• **YOUR GOAL**: Transcribe the records below line by line, exactly as they read.
▬▬▬
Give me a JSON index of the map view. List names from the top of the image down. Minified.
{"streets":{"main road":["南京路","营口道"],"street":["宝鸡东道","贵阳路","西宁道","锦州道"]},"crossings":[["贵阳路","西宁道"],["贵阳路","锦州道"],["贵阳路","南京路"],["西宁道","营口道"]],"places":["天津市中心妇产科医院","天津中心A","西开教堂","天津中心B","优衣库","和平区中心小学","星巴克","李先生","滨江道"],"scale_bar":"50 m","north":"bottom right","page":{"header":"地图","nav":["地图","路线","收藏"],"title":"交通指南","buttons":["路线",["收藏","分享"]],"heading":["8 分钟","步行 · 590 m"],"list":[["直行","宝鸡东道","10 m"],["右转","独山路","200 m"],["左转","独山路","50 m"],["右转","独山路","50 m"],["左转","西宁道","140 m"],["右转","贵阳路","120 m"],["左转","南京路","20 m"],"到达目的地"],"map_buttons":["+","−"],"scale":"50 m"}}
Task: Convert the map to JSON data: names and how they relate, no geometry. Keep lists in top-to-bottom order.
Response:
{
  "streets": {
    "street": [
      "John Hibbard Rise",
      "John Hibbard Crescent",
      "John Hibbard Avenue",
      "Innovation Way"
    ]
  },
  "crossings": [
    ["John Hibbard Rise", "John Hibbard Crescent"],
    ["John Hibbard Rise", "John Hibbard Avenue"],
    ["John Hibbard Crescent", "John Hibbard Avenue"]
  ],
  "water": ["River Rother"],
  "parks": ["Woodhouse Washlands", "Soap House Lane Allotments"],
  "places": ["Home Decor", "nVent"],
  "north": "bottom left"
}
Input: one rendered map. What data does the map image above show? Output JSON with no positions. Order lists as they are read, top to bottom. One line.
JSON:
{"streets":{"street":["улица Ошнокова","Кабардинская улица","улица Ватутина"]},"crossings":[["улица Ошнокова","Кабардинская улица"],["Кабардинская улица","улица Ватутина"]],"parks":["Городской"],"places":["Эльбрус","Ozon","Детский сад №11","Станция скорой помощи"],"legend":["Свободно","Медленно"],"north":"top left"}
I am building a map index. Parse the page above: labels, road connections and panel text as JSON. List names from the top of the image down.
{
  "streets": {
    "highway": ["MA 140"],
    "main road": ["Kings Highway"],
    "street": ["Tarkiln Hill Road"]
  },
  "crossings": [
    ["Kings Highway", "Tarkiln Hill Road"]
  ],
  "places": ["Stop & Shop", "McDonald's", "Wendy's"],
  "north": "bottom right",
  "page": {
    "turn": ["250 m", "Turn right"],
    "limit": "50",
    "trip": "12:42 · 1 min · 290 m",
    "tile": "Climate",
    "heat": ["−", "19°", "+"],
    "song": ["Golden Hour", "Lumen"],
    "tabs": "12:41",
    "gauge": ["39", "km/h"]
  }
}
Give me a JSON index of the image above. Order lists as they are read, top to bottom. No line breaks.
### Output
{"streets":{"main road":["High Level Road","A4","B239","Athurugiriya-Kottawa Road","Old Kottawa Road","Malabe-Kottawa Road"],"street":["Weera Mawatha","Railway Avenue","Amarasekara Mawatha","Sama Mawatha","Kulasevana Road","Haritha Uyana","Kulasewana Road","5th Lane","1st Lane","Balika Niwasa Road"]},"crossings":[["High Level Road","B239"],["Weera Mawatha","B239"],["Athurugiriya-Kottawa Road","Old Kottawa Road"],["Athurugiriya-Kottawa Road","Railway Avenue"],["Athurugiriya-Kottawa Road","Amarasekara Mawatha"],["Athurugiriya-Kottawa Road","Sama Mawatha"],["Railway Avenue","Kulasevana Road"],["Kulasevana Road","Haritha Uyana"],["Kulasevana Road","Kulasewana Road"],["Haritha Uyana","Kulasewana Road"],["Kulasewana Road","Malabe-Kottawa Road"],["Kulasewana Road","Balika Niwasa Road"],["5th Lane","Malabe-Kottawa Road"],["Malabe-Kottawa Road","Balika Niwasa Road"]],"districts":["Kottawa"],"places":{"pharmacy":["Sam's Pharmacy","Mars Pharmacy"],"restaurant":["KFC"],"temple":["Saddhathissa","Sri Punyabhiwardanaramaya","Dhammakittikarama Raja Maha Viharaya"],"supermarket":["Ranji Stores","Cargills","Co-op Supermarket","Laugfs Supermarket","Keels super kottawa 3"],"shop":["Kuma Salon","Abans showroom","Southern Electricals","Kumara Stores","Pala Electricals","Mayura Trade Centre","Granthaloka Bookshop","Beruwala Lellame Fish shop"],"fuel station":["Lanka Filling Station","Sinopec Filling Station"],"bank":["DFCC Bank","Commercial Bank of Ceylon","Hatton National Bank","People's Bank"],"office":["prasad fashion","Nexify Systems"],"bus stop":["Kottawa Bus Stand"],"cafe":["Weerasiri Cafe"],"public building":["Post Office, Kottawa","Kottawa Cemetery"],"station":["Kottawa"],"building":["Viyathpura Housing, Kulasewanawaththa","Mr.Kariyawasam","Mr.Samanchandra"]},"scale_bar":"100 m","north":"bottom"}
▬▬▬
• **COMPLETED EXERCISE**:
Give me a JSON index of the map view. List names from the top of the image down. Minified.
{"streets":{"main road":["南京路","营口道"],"street":["宝鸡东道","贵阳路","西宁道","锦州道"]},"crossings":[["贵阳路","西宁道"],["贵阳路","锦州道"],["贵阳路","南京路"],["西宁道","营口道"]],"places":["天津市中心妇产科医院","天津中心A","西开教堂","天津中心B","优衣库","和平区中心小学","星巴克","李先生","滨江道"],"scale_bar":"50 m","north":"bottom right","page":{"header":"地图","nav":["地图","路线","收藏"],"title":"交通指南","buttons":["路线",["收藏","分享"]],"heading":["8 分钟","步行 · 590 m"],"list":[["直行","宝鸡东道","10 m"],["右转","独山路","200 m"],["左转","独山路","50 m"],["右转","独山路","50 m"],["左转","西宁道","140 m"],["右转","贵阳路","120 m"],["左转","南京路","20 m"],"到达目的地"],"map_buttons":["+","−"],"scale":"50 m"}}
Task: Convert the map to JSON data: names and how they relate, no geometry. Keep lists in top-to-bottom order.
Response:
{
  "streets": {
    "street": [
      "John Hibbard Rise",
      "John Hibbard Crescent",
      "John Hibbard Avenue",
      "Innovation Way"
    ]
  },
  "crossings": [
    ["John Hibbard Rise", "John Hibbard Crescent"],
    ["John Hibbard Rise", "John Hibbard Avenue"],
    ["John Hibbard Crescent", "John Hibbard Avenue"]
  ],
  "water": ["River Rother"],
  "parks": ["Woodhouse Washlands", "Soap House Lane Allotments"],
  "places": ["Home Decor", "nVent"],
  "north": "bottom left"
}
Input: one rendered map. What data does the map image above show? Output JSON with no positions. Order lists as they are read, top to bottom. One line.
JSON:
{"streets":{"street":["улица Ошнокова","Кабардинская улица","улица Ватутина"]},"crossings":[["улица Ошнокова","Кабардинская улица"],["Кабардинская улица","улица Ватутина"]],"parks":["Городской"],"places":["Эльбрус","Ozon","Детский сад №11","Станция скорой помощи"],"legend":["Свободно","Медленно"],"north":"top left"}
I am building a map index. Parse the page above: labels, road connections and panel text as JSON. List names from the top of the image down.
{
  "streets": {
    "highway": ["MA 140"],
    "main road": ["Kings Highway"],
    "street": ["Tarkiln Hill Road"]
  },
  "crossings": [
    ["Kings Highway", "Tarkiln Hill Road"]
  ],
  "places": ["Stop & Shop", "McDonald's", "Wendy's"],
  "north": "bottom right",
  "page": {
    "turn": ["250 m", "Turn right"],
    "limit": "50",
    "trip": "12:42 · 1 min · 290 m",
    "tile": "Climate",
    "heat": ["−", "19°", "+"],
    "song": ["Golden Hour", "Lumen"],
    "tabs": "12:41",
    "gauge": ["39", "km/h"]
  }
}
Give me a JSON index of the image above. Order lists as they are read, top to bottom. No line breaks.
### Output
{"streets":{"main road":["High Level Road","A4","B239","Athurugiriya-Kottawa Road","Old Kottawa Road","Malabe-Kottawa Road"],"street":["Weera Mawatha","Railway Avenue","Amarasekara Mawatha","Sama Mawatha","Kulasevana Road","Haritha Uyana","Kulasewana Road","5th Lane","1st Lane","Balika Niwasa Road"]},"crossings":[["High Level Road","B239"],["Weera Mawatha","B239"],["Athurugiriya-Kottawa Road","Old Kottawa Road"],["Athurugiriya-Kottawa Road","Railway Avenue"],["Athurugiriya-Kottawa Road","Amarasekara Mawatha"],["Athurugiriya-Kottawa Road","Sama Mawatha"],["Railway Avenue","Kulasevana Road"],["Kulasevana Road","Haritha Uyana"],["Kulasevana Road","Kulasewana Road"],["Haritha Uyana","Kulasewana Road"],["Kulasewana Road","Malabe-Kottawa Road"],["Kulasewana Road","Balika Niwasa Road"],["5th Lane","Malabe-Kottawa Road"],["Malabe-Kottawa Road","Balika Niwasa Road"]],"districts":["Kottawa"],"places":{"pharmacy":["Sam's Pharmacy","Mars Pharmacy"],"restaurant":["KFC"],"temple":["Saddhathissa","Sri Punyabhiwardanaramaya","Dhammakittikarama Raja Maha Viharaya"],"supermarket":["Ranji Stores","Cargills","Co-op Supermarket","Laugfs Supermarket","Keels super kottawa 3"],"shop":["Kuma Salon","Abans showroom","Southern Electricals","Kumara Stores","Pala Electricals","Mayura Trade Centre","Granthaloka Bookshop","Beruwala Lellame Fish shop"],"fuel station":["Lanka Filling Station","Sinopec Filling Station"],"bank":["DFCC Bank","Commercial Bank of Ceylon","Hatton National Bank","People's Bank"],"office":["prasad fashion","Nexify Systems"],"bus stop":["Kottawa Bus Stand"],"cafe":["Weerasiri Cafe"],"public building":["Post Office, Kottawa","Kottawa Cemetery"],"station":["Kottawa"],"building":["Viyathpura Housing, Kulasewanawaththa","Mr.Kariyawasam","Mr.Samanchandra"]},"scale_bar":"100 m","north":"bottom"}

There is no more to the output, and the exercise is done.